Lead Hospitality
ESEN

Cuando el Personal no te escucha…

LA IDEA

Llidiar con un empleado que no escucha puede generar una mezcla de frustración e impotencia que afecta no solo su rendimiento, sino también la cohesión del equipo. Como líderes, intentamos comunicar nuestras expectativas de manera clara y constructiva, pero cuando la resistencia persiste, surge una incómoda sensación de estar perdiendo el control. Este post explora el impacto emocional y operativo de estas situaciones, ofreciendo reflexiones sobre cómo gestionar esa frustración y evitar que nos consuma, mientras mantenemos la armonía y excelencia en el servicio.

EN ESTE ANÁLISIS
  • La incomodidad de no ser escuchado
  • ¿Cómo lidiar con la frustración?
  • Lidiar con un empleado que no escucha genera una mezcla de frustración y hasta de impotencia
  • Es un sentimiento que, como líderes en la hospitalidad, no podemos evitar experimentar en algún momento

Lidiar con un empleado que no escucha genera una mezcla de frustración y hasta de impotencia. Es un sentimiento que, como líderes en la hospitalidad, no podemos evitar experimentar en algún momento. A pesar de nuestros esfuerzos por comunicarnos claramente, el empleado parece no estar en sintonía, repitiendo comportamientos que no solo afectan su desempeño, sino que también dañan la cultura del equipo. El problema no es la falta de capacidad; el problema es la resistencia, esa muralla invisible que parece impenetrable, sin importar cuántas veces toquemos la puerta.

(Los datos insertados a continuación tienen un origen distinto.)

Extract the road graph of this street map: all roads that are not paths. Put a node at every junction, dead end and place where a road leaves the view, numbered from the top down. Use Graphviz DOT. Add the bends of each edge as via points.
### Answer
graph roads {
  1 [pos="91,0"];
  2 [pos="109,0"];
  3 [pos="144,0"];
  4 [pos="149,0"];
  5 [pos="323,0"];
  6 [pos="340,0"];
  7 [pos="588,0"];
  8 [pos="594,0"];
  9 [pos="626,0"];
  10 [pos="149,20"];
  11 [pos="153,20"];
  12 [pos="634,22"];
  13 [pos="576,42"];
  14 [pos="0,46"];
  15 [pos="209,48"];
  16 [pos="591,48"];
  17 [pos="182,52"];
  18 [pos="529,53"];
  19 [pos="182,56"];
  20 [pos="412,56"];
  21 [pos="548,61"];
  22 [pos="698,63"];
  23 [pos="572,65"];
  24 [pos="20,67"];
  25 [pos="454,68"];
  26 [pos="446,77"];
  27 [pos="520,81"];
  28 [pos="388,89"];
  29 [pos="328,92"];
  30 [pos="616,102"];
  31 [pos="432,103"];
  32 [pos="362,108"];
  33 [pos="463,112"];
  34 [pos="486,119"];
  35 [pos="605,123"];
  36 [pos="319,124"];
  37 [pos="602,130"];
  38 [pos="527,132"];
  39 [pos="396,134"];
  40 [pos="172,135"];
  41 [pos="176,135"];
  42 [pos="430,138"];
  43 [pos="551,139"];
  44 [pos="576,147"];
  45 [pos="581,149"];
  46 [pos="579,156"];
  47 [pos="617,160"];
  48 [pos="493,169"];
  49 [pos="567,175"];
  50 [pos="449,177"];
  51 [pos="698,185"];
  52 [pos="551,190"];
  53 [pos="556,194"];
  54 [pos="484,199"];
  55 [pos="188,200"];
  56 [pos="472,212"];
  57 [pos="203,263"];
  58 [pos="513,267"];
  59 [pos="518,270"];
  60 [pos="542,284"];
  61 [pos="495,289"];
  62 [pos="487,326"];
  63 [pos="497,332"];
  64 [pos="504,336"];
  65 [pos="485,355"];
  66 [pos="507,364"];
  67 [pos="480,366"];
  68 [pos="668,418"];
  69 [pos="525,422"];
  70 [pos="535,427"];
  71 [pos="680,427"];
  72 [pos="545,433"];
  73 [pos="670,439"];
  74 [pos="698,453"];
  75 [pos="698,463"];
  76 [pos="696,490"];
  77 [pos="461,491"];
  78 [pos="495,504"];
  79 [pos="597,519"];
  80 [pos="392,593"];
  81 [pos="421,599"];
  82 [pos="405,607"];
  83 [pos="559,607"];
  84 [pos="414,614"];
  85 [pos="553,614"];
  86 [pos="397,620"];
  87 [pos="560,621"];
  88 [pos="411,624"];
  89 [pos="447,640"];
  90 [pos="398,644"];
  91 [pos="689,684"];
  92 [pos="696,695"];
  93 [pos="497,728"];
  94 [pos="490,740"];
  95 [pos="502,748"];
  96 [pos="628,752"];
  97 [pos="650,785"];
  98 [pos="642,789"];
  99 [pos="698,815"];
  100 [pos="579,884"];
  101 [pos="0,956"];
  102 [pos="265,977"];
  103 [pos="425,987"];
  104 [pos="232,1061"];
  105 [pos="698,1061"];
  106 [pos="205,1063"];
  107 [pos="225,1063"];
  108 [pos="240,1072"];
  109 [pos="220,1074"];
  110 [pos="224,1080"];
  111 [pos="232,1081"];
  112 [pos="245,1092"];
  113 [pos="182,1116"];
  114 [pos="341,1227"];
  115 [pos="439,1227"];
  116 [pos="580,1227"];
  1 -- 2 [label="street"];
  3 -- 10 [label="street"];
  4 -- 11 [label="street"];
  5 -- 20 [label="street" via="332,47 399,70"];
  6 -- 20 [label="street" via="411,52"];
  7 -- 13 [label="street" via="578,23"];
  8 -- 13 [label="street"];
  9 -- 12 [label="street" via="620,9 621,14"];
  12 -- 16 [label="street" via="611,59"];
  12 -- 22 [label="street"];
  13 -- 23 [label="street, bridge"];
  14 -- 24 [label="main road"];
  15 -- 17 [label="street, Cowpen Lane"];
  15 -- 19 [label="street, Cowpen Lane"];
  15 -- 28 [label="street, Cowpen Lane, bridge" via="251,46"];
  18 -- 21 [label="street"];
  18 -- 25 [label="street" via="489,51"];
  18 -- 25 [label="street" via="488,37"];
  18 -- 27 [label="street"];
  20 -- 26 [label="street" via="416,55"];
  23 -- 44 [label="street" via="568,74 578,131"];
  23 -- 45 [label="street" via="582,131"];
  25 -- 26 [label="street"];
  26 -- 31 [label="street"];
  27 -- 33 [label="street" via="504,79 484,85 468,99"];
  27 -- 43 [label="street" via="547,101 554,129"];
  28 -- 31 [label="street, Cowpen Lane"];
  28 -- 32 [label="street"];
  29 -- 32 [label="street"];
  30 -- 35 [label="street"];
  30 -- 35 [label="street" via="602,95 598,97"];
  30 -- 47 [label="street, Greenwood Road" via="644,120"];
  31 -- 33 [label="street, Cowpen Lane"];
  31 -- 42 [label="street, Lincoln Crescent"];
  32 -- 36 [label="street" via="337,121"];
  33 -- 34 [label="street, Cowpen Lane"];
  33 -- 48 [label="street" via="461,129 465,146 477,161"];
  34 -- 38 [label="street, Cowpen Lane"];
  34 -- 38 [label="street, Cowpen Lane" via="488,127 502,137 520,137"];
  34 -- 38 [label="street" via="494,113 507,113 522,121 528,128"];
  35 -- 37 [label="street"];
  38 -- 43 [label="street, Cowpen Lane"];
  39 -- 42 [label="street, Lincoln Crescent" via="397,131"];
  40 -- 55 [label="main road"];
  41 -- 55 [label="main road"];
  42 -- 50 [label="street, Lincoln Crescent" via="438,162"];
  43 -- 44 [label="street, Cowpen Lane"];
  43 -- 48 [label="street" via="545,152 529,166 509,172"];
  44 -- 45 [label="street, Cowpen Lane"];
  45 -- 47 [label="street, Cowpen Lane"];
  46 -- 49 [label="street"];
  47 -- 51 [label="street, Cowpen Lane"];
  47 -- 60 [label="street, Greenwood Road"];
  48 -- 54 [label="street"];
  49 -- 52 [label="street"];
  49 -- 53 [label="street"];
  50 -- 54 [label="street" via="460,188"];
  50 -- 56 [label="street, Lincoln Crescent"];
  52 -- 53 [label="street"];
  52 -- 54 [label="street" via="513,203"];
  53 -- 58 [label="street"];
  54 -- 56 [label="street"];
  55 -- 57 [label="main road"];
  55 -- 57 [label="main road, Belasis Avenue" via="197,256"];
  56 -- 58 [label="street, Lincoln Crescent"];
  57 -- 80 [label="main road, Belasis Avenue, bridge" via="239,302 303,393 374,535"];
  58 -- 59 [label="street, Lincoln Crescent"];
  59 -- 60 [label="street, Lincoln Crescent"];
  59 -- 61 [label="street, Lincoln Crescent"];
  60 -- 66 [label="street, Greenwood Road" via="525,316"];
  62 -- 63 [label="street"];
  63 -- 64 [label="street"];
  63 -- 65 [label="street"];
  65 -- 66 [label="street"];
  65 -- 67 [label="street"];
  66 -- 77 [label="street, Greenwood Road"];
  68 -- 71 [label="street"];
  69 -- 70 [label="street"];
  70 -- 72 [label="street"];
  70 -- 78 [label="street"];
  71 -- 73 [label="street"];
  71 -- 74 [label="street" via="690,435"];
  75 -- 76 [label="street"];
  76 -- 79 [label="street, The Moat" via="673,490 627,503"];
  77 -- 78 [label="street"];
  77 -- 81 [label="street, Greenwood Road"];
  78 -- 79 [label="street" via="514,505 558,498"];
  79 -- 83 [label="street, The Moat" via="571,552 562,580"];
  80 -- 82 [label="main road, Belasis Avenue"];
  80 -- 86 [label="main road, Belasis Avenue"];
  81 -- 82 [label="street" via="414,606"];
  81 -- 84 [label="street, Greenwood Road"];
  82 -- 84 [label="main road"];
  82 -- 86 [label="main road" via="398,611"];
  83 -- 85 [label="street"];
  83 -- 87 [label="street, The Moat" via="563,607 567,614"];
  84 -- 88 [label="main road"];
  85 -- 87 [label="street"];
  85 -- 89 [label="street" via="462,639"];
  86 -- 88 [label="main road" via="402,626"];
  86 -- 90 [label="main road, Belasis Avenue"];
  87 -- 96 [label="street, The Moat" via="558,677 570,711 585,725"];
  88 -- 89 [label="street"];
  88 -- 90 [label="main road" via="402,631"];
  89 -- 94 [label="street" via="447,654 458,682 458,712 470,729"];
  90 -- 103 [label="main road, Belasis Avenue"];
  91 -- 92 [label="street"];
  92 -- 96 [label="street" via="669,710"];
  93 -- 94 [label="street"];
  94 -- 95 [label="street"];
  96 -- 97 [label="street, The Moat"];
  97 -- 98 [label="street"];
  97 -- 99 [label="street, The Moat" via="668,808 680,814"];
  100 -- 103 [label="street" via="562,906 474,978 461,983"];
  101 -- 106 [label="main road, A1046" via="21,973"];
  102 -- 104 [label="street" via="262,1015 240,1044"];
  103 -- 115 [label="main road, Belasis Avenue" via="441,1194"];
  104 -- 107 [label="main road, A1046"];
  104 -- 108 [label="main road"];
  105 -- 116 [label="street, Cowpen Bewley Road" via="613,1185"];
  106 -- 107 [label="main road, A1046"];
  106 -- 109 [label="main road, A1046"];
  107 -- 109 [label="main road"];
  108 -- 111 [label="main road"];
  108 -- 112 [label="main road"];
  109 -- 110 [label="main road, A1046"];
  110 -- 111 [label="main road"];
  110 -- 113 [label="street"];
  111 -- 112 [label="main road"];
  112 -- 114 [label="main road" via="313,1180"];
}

Como líderes, esperamos ser escuchados, no por ego, sino porque conocemos el impacto que cada detalle tiene en el éxito global de la operación. Nos esforzamos por transmitir nuestras expectativas, por corregir con paciencia y por guiar con un enfoque que, muchas veces, busca el bienestar del equipo y la calidad del servicio. Pero cuando esos esfuerzos caen en oídos sordos, la frustración crece. Y es una frustración diferente a la habitual. Es una que viene acompañada de esa sensación de no tener control sobre una situación que, en teoría, deberíamos poder manejar.

La pregunta que más resuena en estos momentos es: ¿Por qué no me escucha?. Quizás te encuentres repitiendo ese cuestionamiento internamente una y otra vez. Cada vez que el mismo error ocurre, o cuando el equipo se ve afectado porque un miembro no está alineado, esa pregunta retumba. Y con ella, surge un torrente de emociones: desgaste, irritación e incluso desesperanza. Porque si hay algo que puede agotar más rápido a un líder, es la percepción de estar remando en solitario, intentando llevar a todos en la misma dirección, pero con un tripulante que insiste en remar hacia atrás.